Among the entries below, take the line with "index mcp: (713, 734)" and the line with "ring pip: (1111, 725)", and output them and every line between them exactly, with nothing else.
== Information shown ==
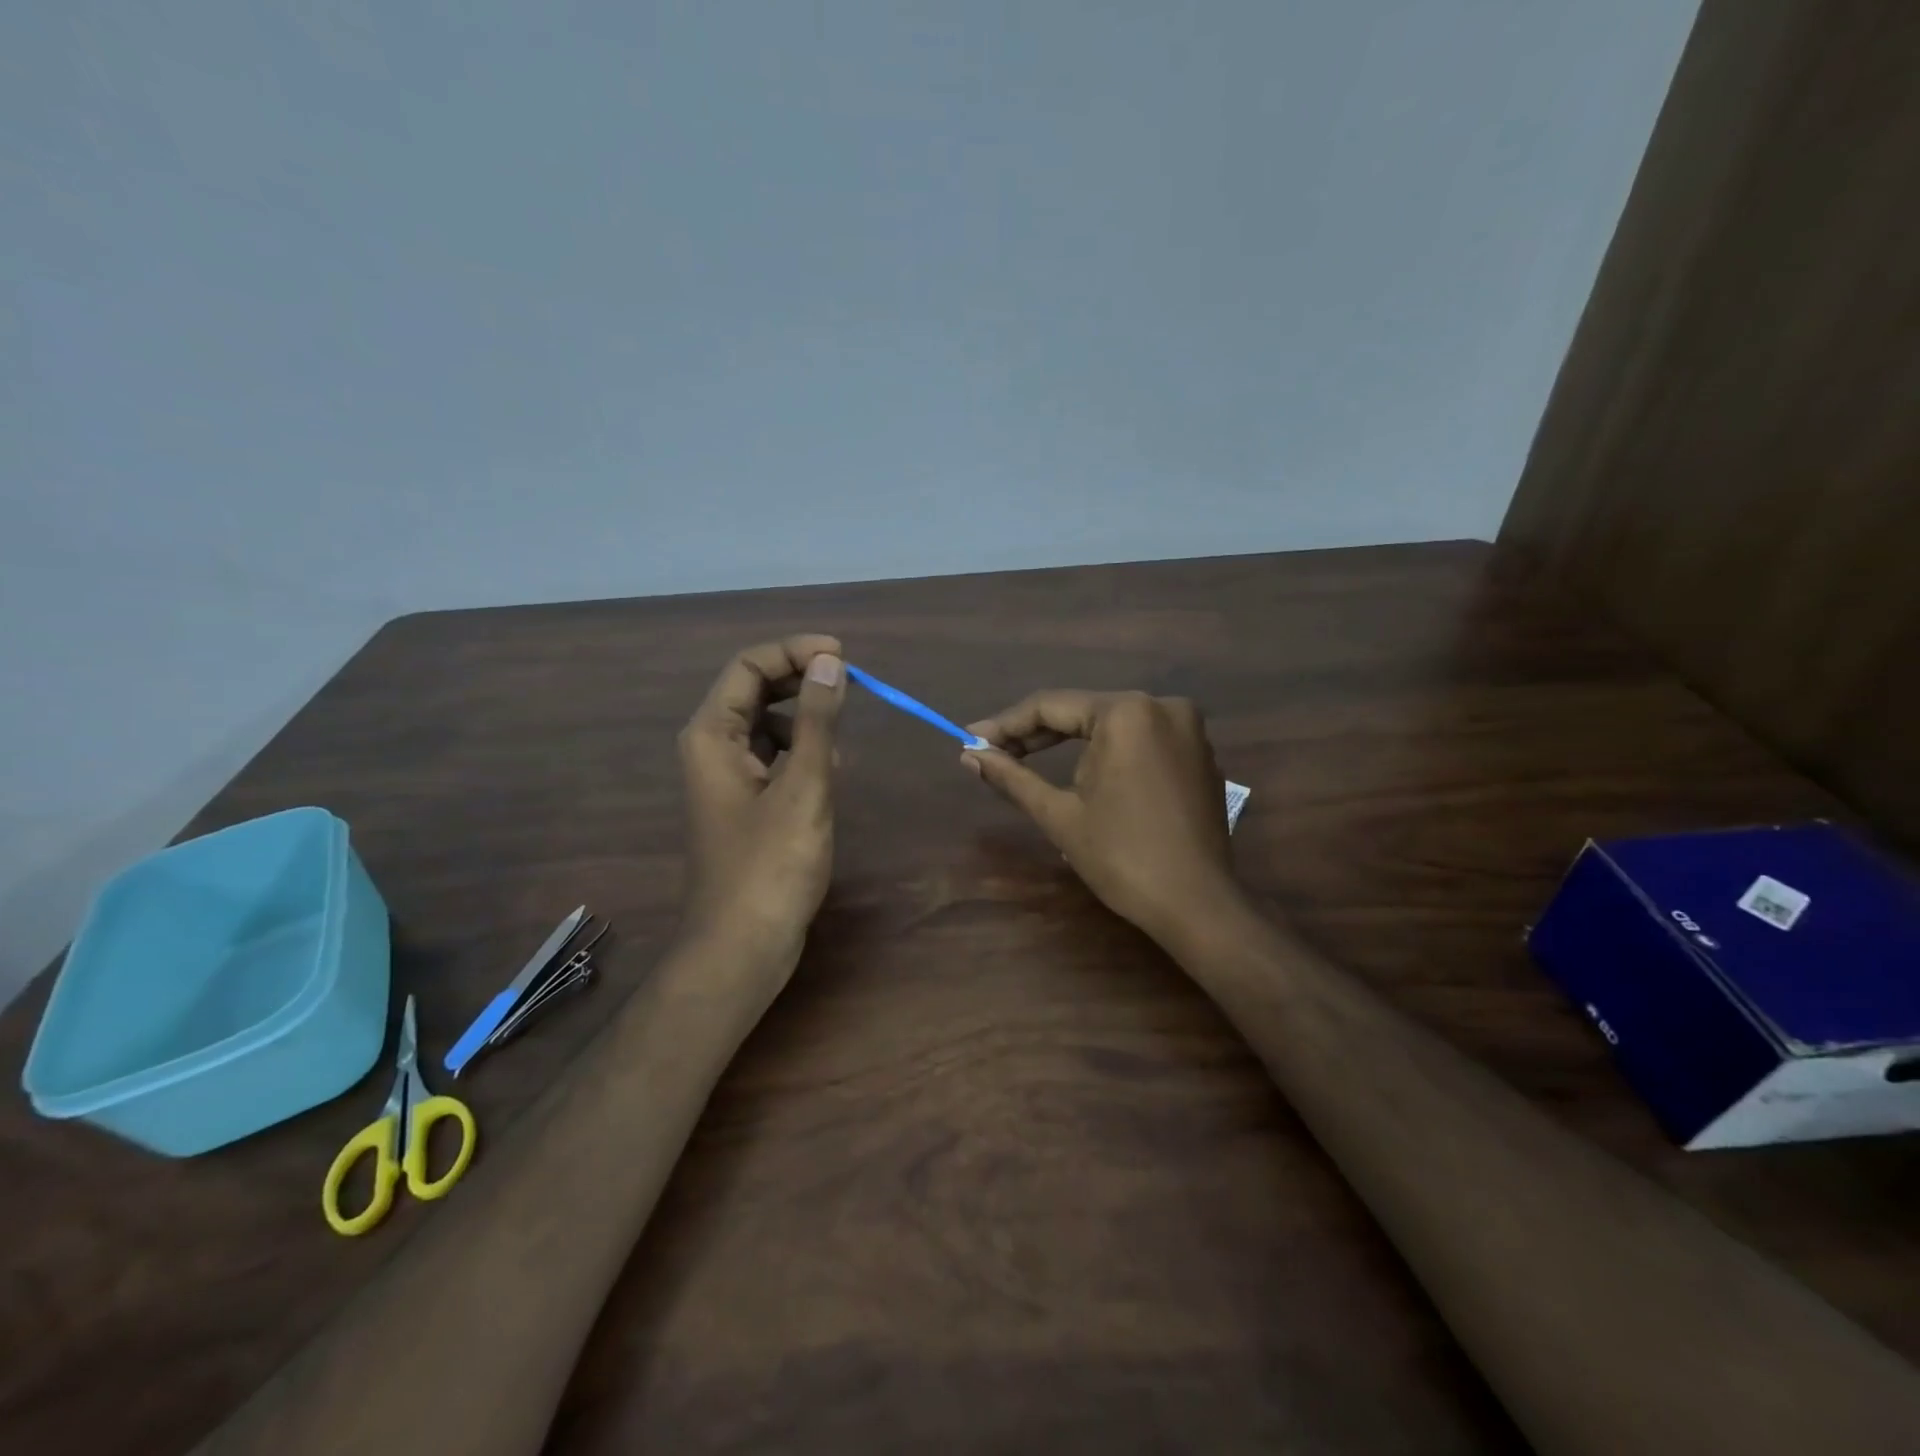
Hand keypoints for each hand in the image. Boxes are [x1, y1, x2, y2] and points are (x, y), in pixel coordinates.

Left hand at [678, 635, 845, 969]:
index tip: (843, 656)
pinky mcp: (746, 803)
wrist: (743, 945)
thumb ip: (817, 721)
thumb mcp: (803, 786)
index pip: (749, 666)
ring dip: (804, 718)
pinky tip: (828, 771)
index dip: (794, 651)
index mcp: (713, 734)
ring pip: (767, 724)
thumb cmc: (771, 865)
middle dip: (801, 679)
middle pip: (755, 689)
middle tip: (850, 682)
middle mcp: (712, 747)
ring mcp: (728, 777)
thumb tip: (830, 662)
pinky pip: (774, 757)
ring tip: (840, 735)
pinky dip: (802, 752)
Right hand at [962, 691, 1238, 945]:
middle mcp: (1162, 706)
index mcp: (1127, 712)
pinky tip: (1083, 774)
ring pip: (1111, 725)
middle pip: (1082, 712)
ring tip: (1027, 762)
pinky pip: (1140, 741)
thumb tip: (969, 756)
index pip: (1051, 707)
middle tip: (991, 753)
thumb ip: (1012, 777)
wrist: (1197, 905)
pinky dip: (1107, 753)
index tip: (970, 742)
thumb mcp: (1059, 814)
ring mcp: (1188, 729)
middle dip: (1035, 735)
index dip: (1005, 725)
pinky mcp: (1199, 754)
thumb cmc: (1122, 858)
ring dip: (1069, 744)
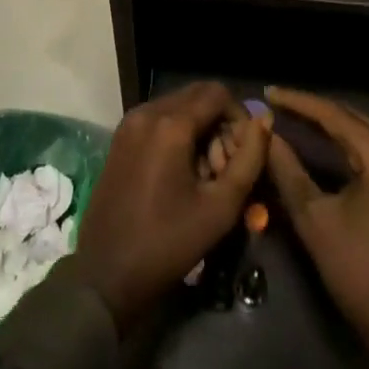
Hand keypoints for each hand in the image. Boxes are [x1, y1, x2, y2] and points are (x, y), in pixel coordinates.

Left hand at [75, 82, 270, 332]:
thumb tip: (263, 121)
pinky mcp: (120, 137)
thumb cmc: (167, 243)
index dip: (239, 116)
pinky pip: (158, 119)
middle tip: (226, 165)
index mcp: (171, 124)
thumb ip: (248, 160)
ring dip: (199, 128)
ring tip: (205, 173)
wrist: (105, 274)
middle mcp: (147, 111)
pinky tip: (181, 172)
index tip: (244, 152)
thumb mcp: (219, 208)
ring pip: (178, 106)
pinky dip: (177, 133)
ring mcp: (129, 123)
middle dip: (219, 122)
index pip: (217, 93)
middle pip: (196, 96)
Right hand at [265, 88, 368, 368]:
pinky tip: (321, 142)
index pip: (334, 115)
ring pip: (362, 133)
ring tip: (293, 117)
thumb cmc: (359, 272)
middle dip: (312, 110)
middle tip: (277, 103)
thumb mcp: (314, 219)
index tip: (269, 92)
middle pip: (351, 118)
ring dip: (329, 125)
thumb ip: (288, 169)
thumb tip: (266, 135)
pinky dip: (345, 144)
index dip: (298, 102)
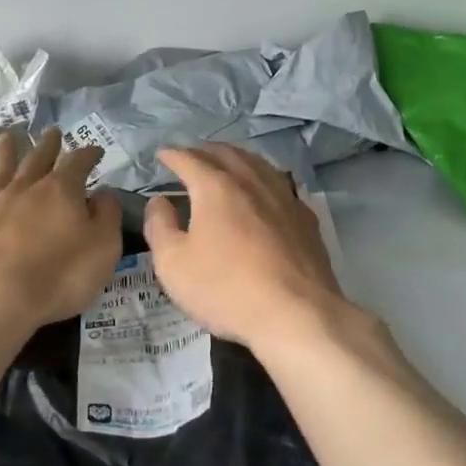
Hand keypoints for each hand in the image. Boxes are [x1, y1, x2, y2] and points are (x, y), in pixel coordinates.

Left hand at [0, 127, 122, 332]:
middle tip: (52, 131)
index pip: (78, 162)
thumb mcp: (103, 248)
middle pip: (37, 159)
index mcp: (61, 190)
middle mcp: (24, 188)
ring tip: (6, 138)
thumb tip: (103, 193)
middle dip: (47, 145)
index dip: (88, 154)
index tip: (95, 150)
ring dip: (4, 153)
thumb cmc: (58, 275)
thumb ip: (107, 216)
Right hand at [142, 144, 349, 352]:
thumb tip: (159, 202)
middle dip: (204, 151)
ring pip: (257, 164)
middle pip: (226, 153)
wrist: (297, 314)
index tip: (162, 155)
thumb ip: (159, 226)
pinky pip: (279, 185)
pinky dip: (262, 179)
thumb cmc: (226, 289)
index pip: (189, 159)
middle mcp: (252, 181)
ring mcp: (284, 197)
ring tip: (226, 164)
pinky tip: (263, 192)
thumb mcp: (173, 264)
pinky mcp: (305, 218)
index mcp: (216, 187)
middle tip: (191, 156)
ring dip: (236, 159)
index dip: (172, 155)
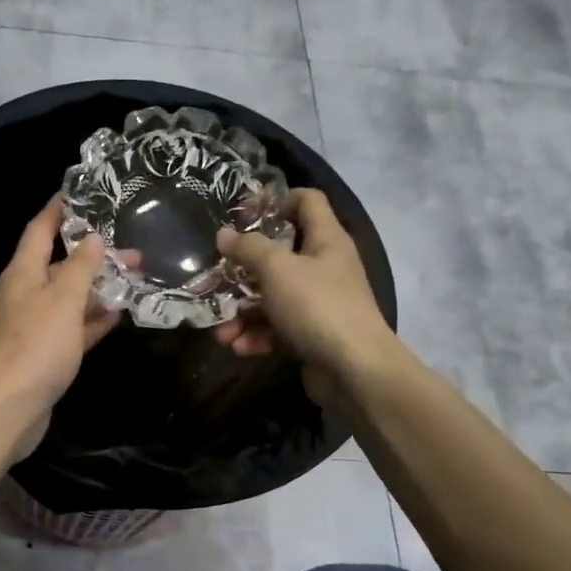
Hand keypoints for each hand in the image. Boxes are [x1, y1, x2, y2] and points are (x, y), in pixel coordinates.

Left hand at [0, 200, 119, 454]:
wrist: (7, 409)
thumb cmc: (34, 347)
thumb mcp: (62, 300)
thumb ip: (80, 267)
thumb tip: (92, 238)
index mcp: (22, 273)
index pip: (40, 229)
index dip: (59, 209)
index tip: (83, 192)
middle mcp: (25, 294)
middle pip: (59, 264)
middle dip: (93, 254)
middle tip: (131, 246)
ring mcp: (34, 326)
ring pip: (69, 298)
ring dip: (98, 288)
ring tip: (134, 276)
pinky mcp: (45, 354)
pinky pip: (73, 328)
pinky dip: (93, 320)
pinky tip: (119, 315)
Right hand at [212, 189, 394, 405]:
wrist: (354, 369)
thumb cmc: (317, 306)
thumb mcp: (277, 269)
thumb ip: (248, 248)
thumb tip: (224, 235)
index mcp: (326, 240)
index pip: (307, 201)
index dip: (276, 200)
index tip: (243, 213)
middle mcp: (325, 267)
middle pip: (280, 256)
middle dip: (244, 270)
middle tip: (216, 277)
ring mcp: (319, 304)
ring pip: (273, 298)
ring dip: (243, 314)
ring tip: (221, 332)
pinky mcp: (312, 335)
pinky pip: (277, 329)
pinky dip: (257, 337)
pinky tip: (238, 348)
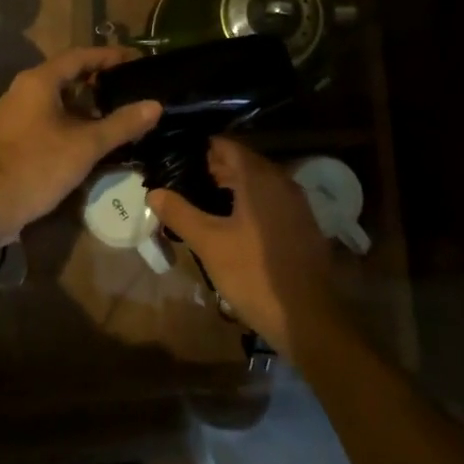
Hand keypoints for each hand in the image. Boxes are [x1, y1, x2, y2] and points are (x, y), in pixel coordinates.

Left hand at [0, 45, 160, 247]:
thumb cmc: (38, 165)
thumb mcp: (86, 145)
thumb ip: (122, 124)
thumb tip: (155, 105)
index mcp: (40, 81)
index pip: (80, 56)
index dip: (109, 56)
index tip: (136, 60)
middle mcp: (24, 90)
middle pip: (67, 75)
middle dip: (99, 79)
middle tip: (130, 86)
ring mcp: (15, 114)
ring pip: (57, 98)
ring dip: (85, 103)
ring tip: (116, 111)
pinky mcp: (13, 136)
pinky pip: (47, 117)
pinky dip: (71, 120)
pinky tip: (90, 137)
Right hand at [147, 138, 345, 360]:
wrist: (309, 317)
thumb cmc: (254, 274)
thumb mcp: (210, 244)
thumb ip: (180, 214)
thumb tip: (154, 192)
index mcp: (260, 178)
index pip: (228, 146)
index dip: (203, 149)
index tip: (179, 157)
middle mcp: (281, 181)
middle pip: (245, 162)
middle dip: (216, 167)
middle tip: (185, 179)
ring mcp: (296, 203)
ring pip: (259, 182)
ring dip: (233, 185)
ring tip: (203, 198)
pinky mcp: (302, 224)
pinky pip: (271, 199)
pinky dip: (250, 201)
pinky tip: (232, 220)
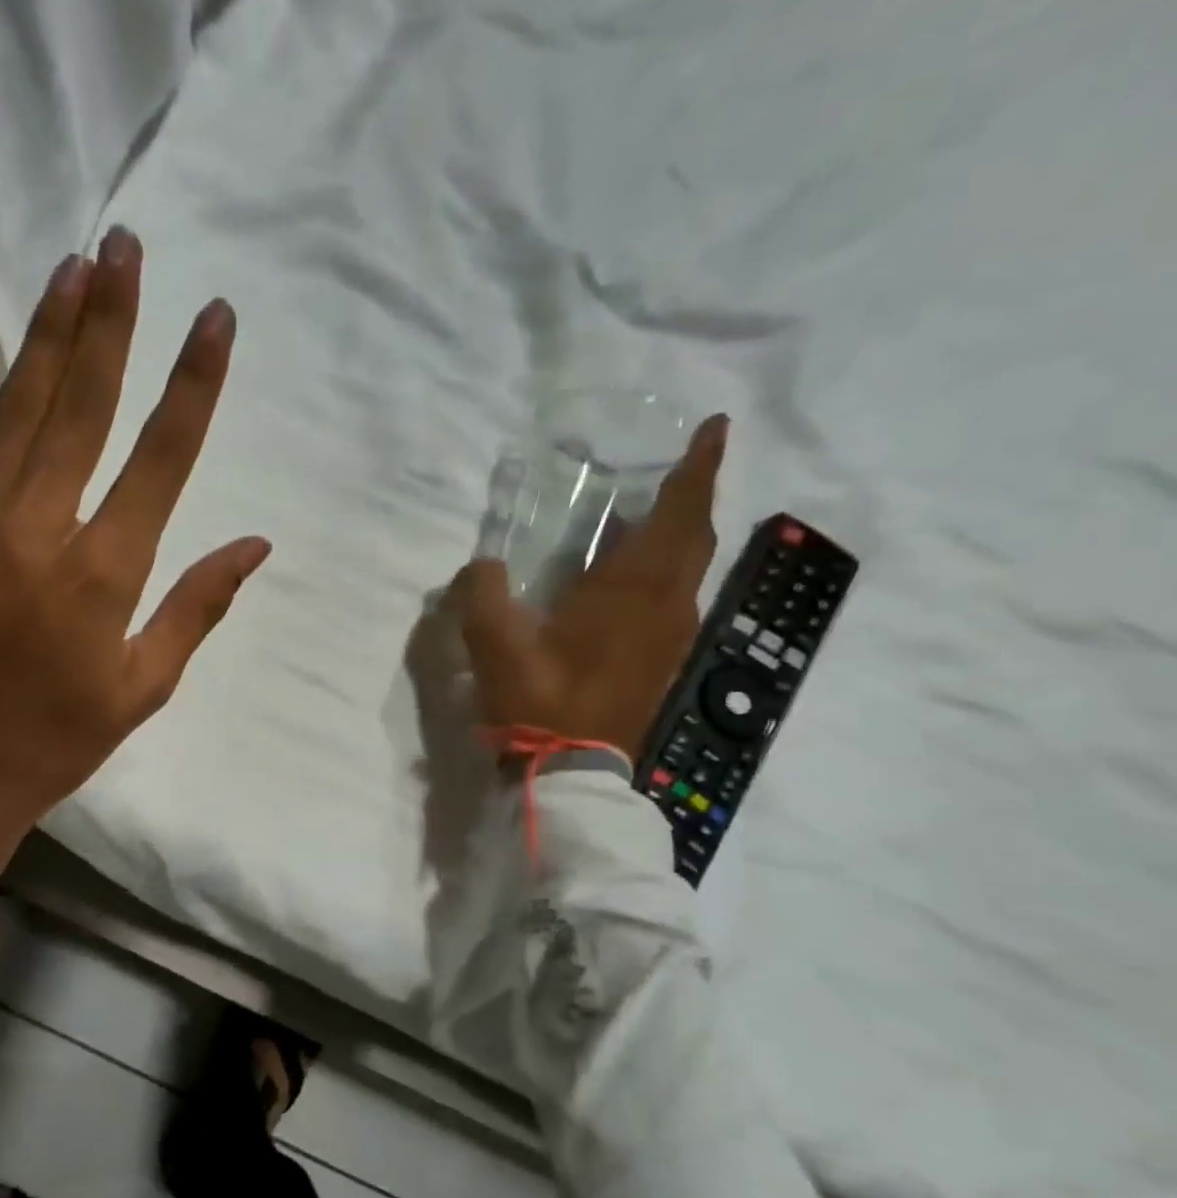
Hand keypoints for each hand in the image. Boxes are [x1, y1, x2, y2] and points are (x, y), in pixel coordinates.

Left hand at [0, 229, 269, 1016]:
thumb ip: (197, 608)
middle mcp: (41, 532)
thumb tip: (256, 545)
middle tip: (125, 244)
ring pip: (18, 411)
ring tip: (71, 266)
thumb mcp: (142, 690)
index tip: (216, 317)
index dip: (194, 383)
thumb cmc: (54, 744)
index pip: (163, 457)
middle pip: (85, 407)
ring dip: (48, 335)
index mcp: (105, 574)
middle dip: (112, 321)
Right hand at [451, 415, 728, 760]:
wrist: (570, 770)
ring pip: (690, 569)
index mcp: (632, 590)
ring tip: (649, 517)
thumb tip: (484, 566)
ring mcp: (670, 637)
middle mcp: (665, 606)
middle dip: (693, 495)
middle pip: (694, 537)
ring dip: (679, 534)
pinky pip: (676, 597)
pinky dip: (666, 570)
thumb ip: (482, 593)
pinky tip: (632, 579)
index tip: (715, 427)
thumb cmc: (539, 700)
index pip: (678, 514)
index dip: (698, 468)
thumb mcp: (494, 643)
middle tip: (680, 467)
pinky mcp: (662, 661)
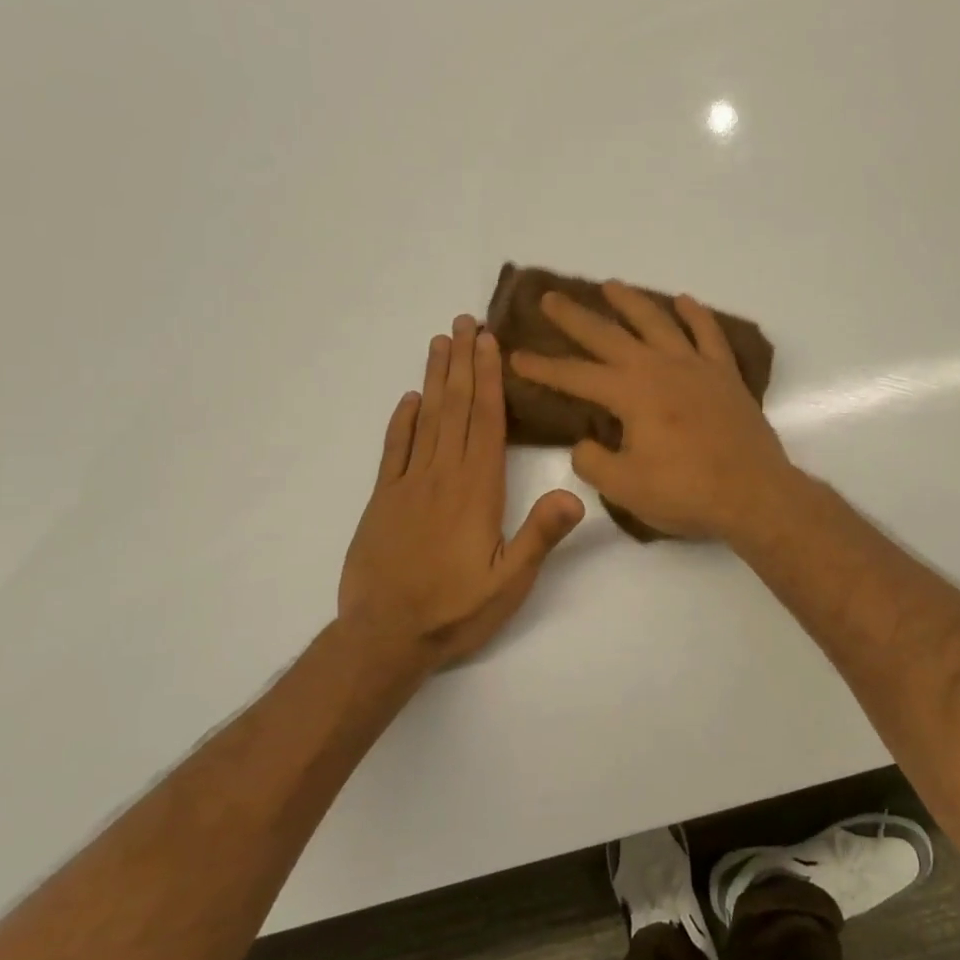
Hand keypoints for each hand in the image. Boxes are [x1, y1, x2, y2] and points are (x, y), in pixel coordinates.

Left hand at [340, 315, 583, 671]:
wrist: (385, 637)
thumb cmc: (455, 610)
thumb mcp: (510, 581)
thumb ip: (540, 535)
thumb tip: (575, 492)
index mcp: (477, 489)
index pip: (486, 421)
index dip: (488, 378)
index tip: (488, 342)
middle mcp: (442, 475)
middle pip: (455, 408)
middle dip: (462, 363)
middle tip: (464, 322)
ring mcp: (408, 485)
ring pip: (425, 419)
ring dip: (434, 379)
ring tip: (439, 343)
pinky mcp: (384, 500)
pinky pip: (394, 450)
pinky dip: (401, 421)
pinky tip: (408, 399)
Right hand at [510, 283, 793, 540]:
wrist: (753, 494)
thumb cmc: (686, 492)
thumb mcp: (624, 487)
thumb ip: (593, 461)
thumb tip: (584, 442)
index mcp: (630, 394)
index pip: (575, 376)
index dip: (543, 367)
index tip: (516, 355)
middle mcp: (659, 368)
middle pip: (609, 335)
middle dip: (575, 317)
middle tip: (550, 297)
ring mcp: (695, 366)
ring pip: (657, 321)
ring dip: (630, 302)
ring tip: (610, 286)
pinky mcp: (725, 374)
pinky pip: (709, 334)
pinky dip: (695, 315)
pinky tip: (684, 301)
===
**Task response**
index mcp: (713, 734)
ring pip: (767, 724)
thumb cmc: (771, 865)
middle dip: (801, 679)
middle pip: (755, 689)
middle tip: (850, 682)
middle mcp: (712, 747)
ring mcp: (728, 777)
thumb tip: (830, 662)
pinky pip: (774, 757)
ring tip: (840, 735)
pinky dip: (802, 752)
Right hand at [962, 691, 1238, 945]:
middle mcp: (1162, 706)
index mcp: (1127, 712)
pinky tip: (1083, 774)
ring pip: (1111, 725)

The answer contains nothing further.